From the entries below, copy every line where the string "that" appears.

+===+

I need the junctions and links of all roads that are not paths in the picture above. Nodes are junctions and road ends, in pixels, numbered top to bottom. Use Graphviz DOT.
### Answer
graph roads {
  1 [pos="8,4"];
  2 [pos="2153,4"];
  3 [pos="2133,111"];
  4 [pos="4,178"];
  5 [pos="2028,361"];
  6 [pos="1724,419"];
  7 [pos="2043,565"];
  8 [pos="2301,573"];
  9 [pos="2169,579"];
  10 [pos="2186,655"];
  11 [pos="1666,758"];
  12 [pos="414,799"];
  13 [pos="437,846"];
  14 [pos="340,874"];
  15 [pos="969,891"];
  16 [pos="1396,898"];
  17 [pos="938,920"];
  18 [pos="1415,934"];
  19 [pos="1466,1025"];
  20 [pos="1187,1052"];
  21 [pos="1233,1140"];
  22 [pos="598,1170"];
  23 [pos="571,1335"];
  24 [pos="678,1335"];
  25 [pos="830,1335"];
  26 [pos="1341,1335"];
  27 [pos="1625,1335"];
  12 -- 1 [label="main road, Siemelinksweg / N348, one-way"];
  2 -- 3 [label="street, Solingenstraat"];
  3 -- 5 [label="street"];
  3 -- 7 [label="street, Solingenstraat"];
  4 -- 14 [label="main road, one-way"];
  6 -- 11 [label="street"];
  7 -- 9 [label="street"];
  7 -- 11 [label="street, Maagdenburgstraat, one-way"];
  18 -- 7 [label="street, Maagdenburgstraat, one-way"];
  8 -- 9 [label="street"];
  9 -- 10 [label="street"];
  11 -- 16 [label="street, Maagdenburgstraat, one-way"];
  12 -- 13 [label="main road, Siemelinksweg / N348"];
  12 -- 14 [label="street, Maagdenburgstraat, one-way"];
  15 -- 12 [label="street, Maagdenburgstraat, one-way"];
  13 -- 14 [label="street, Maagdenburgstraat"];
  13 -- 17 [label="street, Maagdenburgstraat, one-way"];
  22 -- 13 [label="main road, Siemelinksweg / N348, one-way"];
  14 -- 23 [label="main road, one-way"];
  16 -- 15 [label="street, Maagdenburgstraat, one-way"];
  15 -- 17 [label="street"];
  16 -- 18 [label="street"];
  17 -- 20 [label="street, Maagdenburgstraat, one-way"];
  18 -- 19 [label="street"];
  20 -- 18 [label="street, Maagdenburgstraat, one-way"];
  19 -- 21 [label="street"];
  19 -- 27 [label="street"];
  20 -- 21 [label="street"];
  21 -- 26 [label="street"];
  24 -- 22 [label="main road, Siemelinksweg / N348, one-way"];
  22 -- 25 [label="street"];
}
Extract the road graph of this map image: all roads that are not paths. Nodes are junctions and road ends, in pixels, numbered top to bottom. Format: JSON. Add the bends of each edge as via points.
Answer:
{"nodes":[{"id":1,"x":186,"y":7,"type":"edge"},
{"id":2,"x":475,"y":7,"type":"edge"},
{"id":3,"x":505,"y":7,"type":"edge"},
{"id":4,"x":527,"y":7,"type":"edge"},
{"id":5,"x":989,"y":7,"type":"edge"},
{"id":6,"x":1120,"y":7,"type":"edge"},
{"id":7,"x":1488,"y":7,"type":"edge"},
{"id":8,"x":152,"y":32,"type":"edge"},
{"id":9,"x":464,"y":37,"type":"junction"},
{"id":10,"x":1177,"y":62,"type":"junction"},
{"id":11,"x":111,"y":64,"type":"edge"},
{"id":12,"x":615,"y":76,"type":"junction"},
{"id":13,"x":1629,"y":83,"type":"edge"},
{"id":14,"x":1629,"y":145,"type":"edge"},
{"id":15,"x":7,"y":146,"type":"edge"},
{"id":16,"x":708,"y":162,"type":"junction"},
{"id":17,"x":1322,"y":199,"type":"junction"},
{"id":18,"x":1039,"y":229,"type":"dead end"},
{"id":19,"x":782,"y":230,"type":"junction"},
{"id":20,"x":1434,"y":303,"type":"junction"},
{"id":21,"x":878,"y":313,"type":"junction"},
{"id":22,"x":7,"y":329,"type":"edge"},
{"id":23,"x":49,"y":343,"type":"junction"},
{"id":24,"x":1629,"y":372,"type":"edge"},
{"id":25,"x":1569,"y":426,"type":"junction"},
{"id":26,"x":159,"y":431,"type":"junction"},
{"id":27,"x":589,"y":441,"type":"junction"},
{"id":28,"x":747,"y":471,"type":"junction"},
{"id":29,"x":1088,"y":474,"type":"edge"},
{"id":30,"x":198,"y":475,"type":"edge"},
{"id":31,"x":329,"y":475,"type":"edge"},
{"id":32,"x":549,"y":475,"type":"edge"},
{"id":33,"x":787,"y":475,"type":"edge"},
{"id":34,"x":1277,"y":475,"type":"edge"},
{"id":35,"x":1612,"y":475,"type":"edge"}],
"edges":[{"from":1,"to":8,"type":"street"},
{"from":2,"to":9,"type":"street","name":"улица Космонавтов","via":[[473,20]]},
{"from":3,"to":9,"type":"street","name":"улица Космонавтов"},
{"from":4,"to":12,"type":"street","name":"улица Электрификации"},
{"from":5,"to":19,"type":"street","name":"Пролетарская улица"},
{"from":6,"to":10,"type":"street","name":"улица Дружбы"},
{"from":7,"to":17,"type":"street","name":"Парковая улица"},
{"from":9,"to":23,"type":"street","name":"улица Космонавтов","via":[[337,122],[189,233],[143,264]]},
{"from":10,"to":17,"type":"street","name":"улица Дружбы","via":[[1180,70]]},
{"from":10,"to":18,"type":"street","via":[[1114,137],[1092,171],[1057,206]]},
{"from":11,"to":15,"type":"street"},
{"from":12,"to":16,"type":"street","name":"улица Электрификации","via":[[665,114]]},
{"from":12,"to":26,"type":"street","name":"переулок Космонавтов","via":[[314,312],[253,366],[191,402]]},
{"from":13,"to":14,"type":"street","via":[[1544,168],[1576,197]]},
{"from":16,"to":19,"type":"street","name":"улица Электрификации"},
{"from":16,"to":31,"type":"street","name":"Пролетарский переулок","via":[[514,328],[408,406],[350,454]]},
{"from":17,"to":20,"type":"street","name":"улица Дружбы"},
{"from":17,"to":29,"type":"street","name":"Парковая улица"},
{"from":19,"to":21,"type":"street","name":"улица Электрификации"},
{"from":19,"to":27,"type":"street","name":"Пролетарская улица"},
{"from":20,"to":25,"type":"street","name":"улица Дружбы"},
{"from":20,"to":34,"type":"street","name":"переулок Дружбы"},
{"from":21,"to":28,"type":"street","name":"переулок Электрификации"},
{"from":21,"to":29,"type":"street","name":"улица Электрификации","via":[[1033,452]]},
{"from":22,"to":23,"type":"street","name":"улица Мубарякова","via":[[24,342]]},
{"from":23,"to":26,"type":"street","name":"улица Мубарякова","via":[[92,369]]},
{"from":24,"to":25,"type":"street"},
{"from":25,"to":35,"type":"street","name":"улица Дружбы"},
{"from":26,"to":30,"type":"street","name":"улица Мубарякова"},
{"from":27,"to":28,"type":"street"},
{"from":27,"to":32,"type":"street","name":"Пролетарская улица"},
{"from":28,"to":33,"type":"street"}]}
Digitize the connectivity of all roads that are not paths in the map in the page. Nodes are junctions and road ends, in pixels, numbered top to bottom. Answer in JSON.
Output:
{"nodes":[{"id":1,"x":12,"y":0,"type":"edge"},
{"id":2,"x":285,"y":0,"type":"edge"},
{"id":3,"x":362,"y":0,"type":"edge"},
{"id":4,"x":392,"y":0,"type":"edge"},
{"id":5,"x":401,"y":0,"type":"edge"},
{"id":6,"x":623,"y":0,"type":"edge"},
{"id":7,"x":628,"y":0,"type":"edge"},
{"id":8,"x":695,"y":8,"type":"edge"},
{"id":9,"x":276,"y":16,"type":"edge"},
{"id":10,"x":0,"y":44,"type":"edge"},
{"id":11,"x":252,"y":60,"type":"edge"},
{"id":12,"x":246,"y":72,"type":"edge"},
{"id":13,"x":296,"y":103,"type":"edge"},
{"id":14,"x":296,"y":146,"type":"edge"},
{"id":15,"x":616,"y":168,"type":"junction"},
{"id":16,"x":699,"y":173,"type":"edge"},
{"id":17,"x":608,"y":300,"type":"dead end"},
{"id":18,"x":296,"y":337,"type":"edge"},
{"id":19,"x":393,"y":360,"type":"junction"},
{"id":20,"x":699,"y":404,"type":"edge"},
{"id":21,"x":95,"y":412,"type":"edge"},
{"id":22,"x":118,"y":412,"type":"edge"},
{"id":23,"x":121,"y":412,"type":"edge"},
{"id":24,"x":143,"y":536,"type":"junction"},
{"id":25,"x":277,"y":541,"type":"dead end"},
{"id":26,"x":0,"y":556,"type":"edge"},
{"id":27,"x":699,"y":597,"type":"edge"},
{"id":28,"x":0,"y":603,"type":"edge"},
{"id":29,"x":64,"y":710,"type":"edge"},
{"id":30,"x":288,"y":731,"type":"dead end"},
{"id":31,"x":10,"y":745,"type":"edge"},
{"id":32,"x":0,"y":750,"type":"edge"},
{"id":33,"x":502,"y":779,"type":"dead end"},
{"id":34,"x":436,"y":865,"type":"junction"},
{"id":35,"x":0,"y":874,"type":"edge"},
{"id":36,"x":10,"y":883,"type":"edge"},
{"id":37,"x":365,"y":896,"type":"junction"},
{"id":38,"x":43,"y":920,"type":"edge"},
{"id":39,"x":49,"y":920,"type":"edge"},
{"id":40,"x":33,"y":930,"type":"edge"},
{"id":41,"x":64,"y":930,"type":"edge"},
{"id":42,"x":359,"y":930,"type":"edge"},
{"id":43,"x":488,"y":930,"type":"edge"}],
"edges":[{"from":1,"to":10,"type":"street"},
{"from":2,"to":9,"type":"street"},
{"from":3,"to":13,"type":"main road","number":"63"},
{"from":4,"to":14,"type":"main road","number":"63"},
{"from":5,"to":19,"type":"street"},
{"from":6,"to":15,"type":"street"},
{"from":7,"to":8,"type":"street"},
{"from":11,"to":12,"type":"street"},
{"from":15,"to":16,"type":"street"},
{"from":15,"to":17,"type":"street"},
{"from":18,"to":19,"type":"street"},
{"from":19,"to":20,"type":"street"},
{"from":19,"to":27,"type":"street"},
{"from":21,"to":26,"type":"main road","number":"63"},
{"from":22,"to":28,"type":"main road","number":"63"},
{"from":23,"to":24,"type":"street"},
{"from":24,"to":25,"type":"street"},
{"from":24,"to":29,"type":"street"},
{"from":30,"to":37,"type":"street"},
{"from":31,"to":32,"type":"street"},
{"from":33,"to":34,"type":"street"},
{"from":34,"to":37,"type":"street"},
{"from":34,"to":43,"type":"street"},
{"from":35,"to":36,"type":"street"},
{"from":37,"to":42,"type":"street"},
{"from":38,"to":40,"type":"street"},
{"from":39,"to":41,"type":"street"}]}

+===+

● **Final answer**
I need the junctions and links of all roads that are not paths in the picture above. Nodes are junctions and road ends, in pixels, numbered top to bottom. Use Graphviz DOT.
Extract the road graph of this map image: all roads that are not paths. Nodes are junctions and road ends, in pixels, numbered top to bottom. Format: JSON. Add the bends of each edge as via points.
Digitize the connectivity of all roads that are not paths in the map in the page. Nodes are junctions and road ends, in pixels, numbered top to bottom. Answer in JSON.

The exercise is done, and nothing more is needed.